The most common induction regimen used was cyclophosphamide, bortezomib and dexamethasone (CYBORD)(87%), with 10% requiring a 2nd induction regimen for inadequate response/progression. Standard conditioning was melphalan 200mg/m2 for both first and second transplants. Median time from diagnosis to first ASCT was 5.9 months (range 3-24) and time from first to second transplant was 3.3 months (range 1-7). Most patients (90; 84%) received maintenance therapy post-transplant: 47% lenalidomide, 29% multiple agents (commonly lenalidomide and a proteasome inhibitor)

Response and survival outcomes

After induction, the rate of VGPR (very good partial response) or greater was 53%, increasing to 73% after 1st ASCT, 85% after 2nd ASCT. At a median follow-up of 32 months (range 3-130), the median PFS for all patients was 39.2 months 95% CI (24.1-46) and median OS was not yet reached (NYR) (95% CI 57.9-NYR).
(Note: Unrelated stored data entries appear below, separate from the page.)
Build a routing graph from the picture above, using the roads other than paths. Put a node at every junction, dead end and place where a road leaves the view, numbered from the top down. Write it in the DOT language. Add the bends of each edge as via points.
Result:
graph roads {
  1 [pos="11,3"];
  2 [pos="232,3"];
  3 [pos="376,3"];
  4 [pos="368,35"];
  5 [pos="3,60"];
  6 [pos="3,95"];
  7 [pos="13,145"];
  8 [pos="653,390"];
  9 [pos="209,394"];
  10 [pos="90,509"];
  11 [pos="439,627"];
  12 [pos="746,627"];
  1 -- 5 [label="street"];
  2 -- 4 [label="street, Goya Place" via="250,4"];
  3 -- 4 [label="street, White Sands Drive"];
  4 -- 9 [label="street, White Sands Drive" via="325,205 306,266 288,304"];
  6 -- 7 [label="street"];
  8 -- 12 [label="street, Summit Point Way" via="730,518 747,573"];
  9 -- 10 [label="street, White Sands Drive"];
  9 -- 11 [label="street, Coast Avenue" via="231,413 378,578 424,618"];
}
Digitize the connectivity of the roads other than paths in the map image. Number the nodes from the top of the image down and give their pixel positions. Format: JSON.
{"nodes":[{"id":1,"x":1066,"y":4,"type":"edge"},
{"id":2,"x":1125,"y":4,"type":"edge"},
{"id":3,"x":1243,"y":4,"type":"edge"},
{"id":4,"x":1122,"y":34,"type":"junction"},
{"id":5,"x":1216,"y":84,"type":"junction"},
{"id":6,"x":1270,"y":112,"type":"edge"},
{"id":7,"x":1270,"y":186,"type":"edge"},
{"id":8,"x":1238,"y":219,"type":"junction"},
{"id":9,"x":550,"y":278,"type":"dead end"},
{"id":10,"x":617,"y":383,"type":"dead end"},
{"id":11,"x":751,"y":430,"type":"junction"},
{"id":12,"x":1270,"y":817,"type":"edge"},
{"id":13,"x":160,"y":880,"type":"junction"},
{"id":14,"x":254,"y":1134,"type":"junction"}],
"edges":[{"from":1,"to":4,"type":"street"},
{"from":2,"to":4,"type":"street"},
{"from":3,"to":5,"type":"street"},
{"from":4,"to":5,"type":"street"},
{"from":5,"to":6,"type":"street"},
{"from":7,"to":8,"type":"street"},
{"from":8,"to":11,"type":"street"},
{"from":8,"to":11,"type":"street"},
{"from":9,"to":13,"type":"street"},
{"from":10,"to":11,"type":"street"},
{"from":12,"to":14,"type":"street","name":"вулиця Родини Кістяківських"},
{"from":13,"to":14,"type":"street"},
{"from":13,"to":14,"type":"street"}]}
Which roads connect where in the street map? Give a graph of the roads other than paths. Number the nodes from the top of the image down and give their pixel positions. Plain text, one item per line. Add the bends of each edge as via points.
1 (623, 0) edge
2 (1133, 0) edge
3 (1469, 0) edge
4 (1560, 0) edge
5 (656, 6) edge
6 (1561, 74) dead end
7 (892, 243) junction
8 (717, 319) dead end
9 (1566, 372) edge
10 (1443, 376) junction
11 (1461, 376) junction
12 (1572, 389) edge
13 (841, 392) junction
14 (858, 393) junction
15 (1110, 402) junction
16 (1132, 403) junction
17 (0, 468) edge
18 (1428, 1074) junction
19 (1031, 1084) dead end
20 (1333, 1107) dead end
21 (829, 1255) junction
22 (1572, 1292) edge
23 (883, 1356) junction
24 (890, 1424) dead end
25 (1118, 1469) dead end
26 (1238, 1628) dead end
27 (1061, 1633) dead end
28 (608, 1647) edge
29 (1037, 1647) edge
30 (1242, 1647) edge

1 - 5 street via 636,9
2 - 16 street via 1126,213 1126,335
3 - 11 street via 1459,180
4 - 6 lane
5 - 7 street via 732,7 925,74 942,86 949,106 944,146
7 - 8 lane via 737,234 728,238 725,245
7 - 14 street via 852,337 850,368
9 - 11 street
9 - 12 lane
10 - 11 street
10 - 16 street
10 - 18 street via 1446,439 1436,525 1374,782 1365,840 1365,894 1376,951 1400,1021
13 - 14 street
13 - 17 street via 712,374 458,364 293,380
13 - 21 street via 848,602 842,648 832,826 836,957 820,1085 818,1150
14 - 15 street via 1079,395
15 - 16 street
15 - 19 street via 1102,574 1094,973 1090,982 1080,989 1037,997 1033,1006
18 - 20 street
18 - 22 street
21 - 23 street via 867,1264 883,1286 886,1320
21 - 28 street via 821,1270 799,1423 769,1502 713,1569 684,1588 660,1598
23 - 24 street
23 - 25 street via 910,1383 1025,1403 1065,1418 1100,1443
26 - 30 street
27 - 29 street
When analyzed by whether single or tandem transplant was performed, median PFS was 21.8 months (95% CI 10.3-43.3) for single ASCT, and 42.1 months (95% CI 32.8-NYR) for tandem ASCT (P=0.0096). The median OS was 57.6 months for single ASCT (95% CI 22.2-86.5), but NYR for tandem ASCT (95% CI 105.6-NYR) (p=0.0022).

On subgroup analysis, patients with ≥60% del(17p) achieved a median PFS 45 months (95% CI 14.4-NYR) and median OS 68.5 months (95% CI 20.9-68.5), median was only PFS 24.9 months (95% CI0.4-NYR) and median OS 29.3 months (95% CI 0.4-68.5) for those who received single ASCT. (table1)

TP53 signal pattern analysis (table 2) showed the median OS for patients with monosomy 17 was NYR, while it was 105.7 months for patients with deletion, and 86.5 months for those with relative loss. Median PFS was 43.3 months for the monosomy group, 32.8 months for deletion group, and NYR for relative loss.


Our experience shows that MM patients with del(17p)/-17 appear to have deeper responses and improved outcomes with more aggressive tandem transplantation. However, approximately 1/3 of our patients intended for tandem transplant did not undergo a second transplant, identifying a focus of future investigation and optimization. Our analysis also suggests that clone size of del(17p) >60% does impact OS negatively, but improved with tandem transplantation. The type of deletion also appears to affect outcomes with deletion having worse PFS but not worse OS.

Disclosures: Prica: Astra-Zeneca: Honoraria; Kite Gilead: Honoraria. Reece: Takeda: Consultancy, Honoraria, Research Funding; Janssen: Consultancy, Honoraria, Research Funding; Celgene: Consultancy, Honoraria, Research Funding; Amgen: Consultancy, Honoraria; Millennium: Research Funding; Sanofi: Honoraria; BMS: Honoraria, Research Funding; Karyopharm: Consultancy, Research Funding; GSK: Honoraria. Trudel: Amgen: Honoraria, Research Funding; Janssen: Honoraria, Research Funding; GlaxoSmithKline: Consultancy, Honoraria, Research Funding; BMS/Celgene: Consultancy, Honoraria, Research Funding; Genentech: Research Funding; Roche: Consultancy; Sanofi: Honoraria; Pfizer: Honoraria, Research Funding. Chen: Beigene: Membership on an entity's Board of Directors or advisory committees; Astrazeneca: Membership on an entity's Board of Directors or advisory committees; BMS: Consultancy, Membership on an entity's Board of Directors or advisory committees; Novartis: Consultancy, Membership on an entity's Board of Directors or advisory committees; Gilead: Consultancy, Membership on an entity's Board of Directors or advisory committees; Janssen: Consultancy.